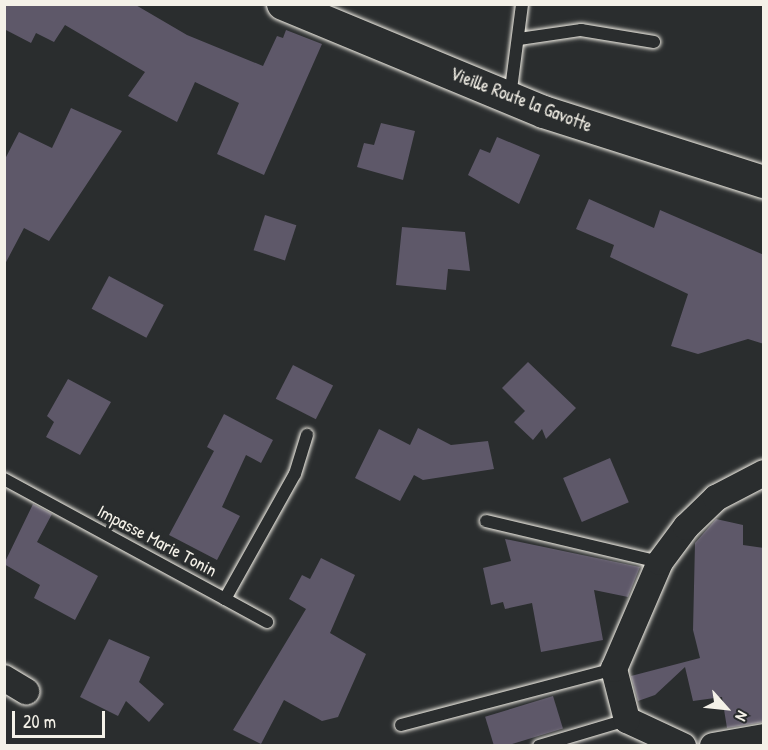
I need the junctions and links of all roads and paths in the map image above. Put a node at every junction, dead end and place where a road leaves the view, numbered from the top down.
1 (283, 4) edge
2 (522, 4) edge
3 (519, 39) junction
4 (654, 42) dead end
5 (510, 98) junction
6 (764, 182) edge
7 (307, 435) dead end
8 (764, 473) edge
9 (4, 479) edge
10 (486, 521) dead end
11 (660, 562) junction
12 (225, 599) junction
13 (267, 622) dead end
14 (614, 669) junction
15 (4, 678) edge
16 (26, 691) dead end
17 (627, 720) junction
18 (401, 725) dead end
19 (764, 737) edge
20 (539, 746) edge
21 (683, 746) edge
22 (713, 746) edge

1 - 5 street, Vieille Route la Gavotte
2 - 3 lane
3 - 4 lane
3 - 5 lane
5 - 6 street, Vieille Route la Gavotte
7 - 12 lane, Impasse Marie Tonin
8 - 11 street
9 - 12 lane, Impasse Marie Tonin
10 - 11 lane
11 - 14 street
12 - 13 lane
14 - 17 street
14 - 18 lane
15 - 16 street
17 - 20 lane
17 - 21 street
19 - 22 street

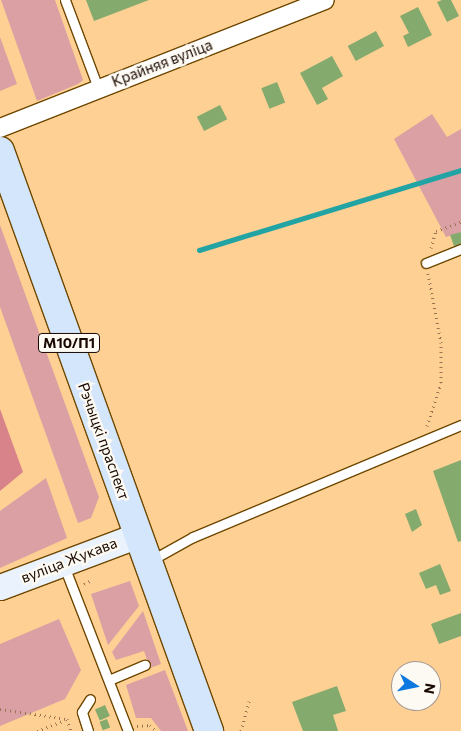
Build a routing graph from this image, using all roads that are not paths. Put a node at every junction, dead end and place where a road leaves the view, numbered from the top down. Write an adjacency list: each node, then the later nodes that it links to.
1 (65, 0): 3 (lane)
2 (324, 0): 3 (street, Крайняя вуліца)
3 (98, 88): 4 (street, Крайняя вуліца)
4 (0, 128)
5 (0, 151): 9 (main road, Рэчыцкі праспект / М10/П1)
6 (461, 249): 7 (lane)
7 (426, 263)
8 (461, 425): 10 (lane)
9 (138, 535): 10 (main road, Рэчыцкі праспект / М10/П1); 11 (street, вуліца Жукава)
10 (148, 561): 18 (main road, Рэчыцкі праспект / М10/П1)
11 (62, 562): 12 (street, вуліца Жукава); 14 (lane)
12 (0, 587)
13 (145, 665): 14 (lane)
14 (109, 680): 17 (lane)
15 (90, 699): 16 (lane)
16 (88, 731)
17 (128, 731)
18 (209, 731)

● ● ●

» **REQUIREMENT**:
Give back exactly the lines from the one containing "Build a routing" through the end of the material above, and nothing else.

» **WRITTEN ANSWER**:
Build a routing graph from this image, using all roads that are not paths. Put a node at every junction, dead end and place where a road leaves the view, numbered from the top down. Write an adjacency list: each node, then the later nodes that it links to.
1 (65, 0): 3 (lane)
2 (324, 0): 3 (street, Крайняя вуліца)
3 (98, 88): 4 (street, Крайняя вуліца)
4 (0, 128)
5 (0, 151): 9 (main road, Рэчыцкі праспект / М10/П1)
6 (461, 249): 7 (lane)
7 (426, 263)
8 (461, 425): 10 (lane)
9 (138, 535): 10 (main road, Рэчыцкі праспект / М10/П1); 11 (street, вуліца Жукава)
10 (148, 561): 18 (main road, Рэчыцкі праспект / М10/П1)
11 (62, 562): 12 (street, вуліца Жукава); 14 (lane)
12 (0, 587)
13 (145, 665): 14 (lane)
14 (109, 680): 17 (lane)
15 (90, 699): 16 (lane)
16 (88, 731)
17 (128, 731)
18 (209, 731)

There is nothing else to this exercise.